··· Material for this exercise ···

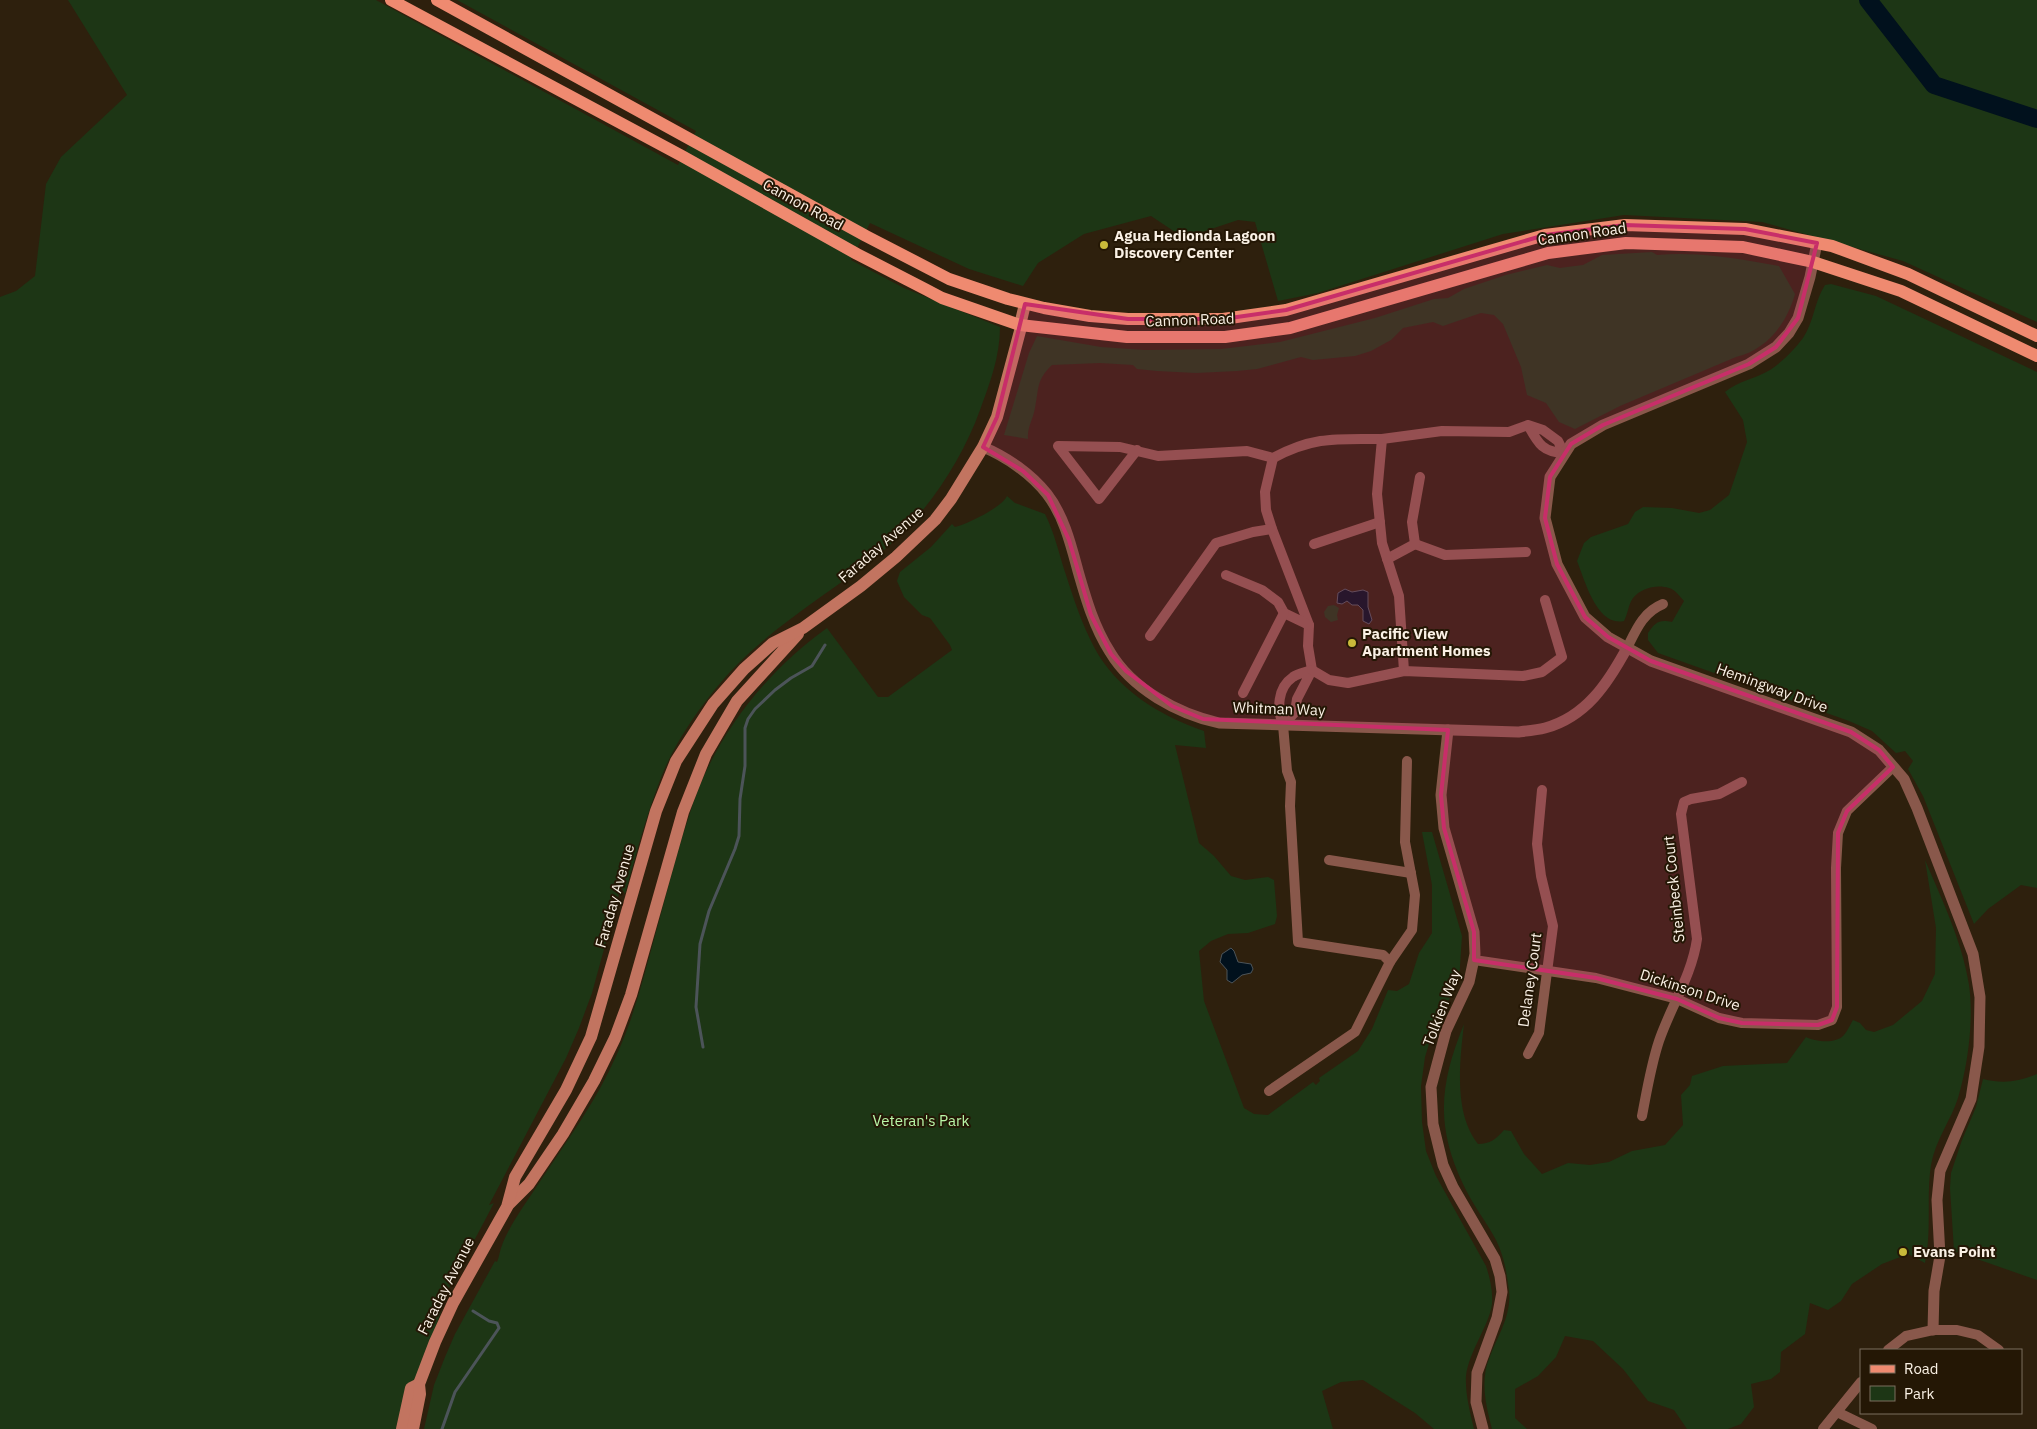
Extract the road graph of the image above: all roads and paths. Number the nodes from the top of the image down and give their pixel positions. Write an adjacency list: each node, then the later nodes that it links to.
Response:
1 (391, 0): 6 (main road, Cannon Road)
2 (438, 0): 5 (main road, Cannon Road)
3 (1817, 243): 4 (street, Hemingway Drive); 5 (main road, Cannon Road); 7 (main road, Cannon Road)
4 (1813, 262): 6 (main road, Cannon Road); 8 (main road, Cannon Road); 12 (street, Hemingway Drive)
5 (1025, 304): 6 (main road, Faraday Avenue)
6 (1020, 328): 10 (main road, Faraday Avenue)
7 (2037, 336)
8 (2037, 356)
9 (1382, 439): 12 (street); 13 (street); 15 (street)
10 (983, 447): 26 (main road, Faraday Avenue); 32 (street, Whitman Way)
11 (1137, 450): 11 (street); 13 (street)
12 (1564, 452): 28 (street, Hemingway Drive)
13 (1273, 458): 16 (street)
14 (1420, 477): 18 (street)
15 (1380, 522): 17 (street); 20 (street)
16 (1272, 529): 25 (street); 27 (street)
17 (1314, 544)
18 (1415, 544): 19 (street); 20 (street)
19 (1526, 552)
20 (1387, 559): 30 (street)
21 (1226, 575): 24 (street)
22 (1544, 600): 30 (street)
23 (1663, 604): 28 (street, Whitman Way)
24 (1284, 613): 25 (street); 31 (street)
25 (1308, 624): 29 (street)
26 (802, 628): 47 (main road, Faraday Avenue); 47 (main road, Faraday Avenue)
27 (1150, 636)
28 (1627, 648): 33 (street, Whitman Way); 35 (street, Hemingway Drive)
29 (1312, 670): 30 (street); 32 (street); 32 (street)
30 (1404, 671)
31 (1243, 693)
32 (1283, 725): 33 (street, Whitman Way); 41 (street)
33 (1448, 730): 40 (street, Tolkien Way)
34 (1407, 761): 39 (street)
35 (1893, 767): 43 (street, Dickinson Drive); 48 (street, Hemingway Drive)
36 (1742, 782): 43 (street, Steinbeck Court)
37 (1542, 790): 42 (street, Delaney Court)
38 (1329, 860): 39 (street)
39 (1411, 873): 41 (street)
40 (1474, 960): 42 (street, Dickinson Drive); 56 (street, Tolkien Way)
41 (1390, 962): 45 (street)
42 (1548, 970): 43 (street, Dickinson Drive); 44 (street, Delaney Court)
43 (1677, 999): 46 (street, Steinbeck Court)
44 (1528, 1054)
45 (1269, 1091)
46 (1642, 1116)
47 (507, 1207): 52 (main road, Faraday Avenue)
48 (1933, 1330): 49 (street); 50 (street)
49 (1889, 1349)
50 (1998, 1349)
51 (1860, 1383): 53 (street)
52 (419, 1384): 54 (main road, Faraday Avenue); 55 (main road, Faraday Avenue)
53 (1837, 1412): 57 (street); 58 (street)
54 (402, 1429)
55 (413, 1429)
56 (1483, 1429)
57 (1823, 1429)
58 (1872, 1429)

···

> [Activity] Where the word "Tolkien" occurs in a line of the records, copy that line.

> [Answer for this exercise]
33 (1448, 730): 40 (street, Tolkien Way)
40 (1474, 960): 42 (street, Dickinson Drive); 56 (street, Tolkien Way)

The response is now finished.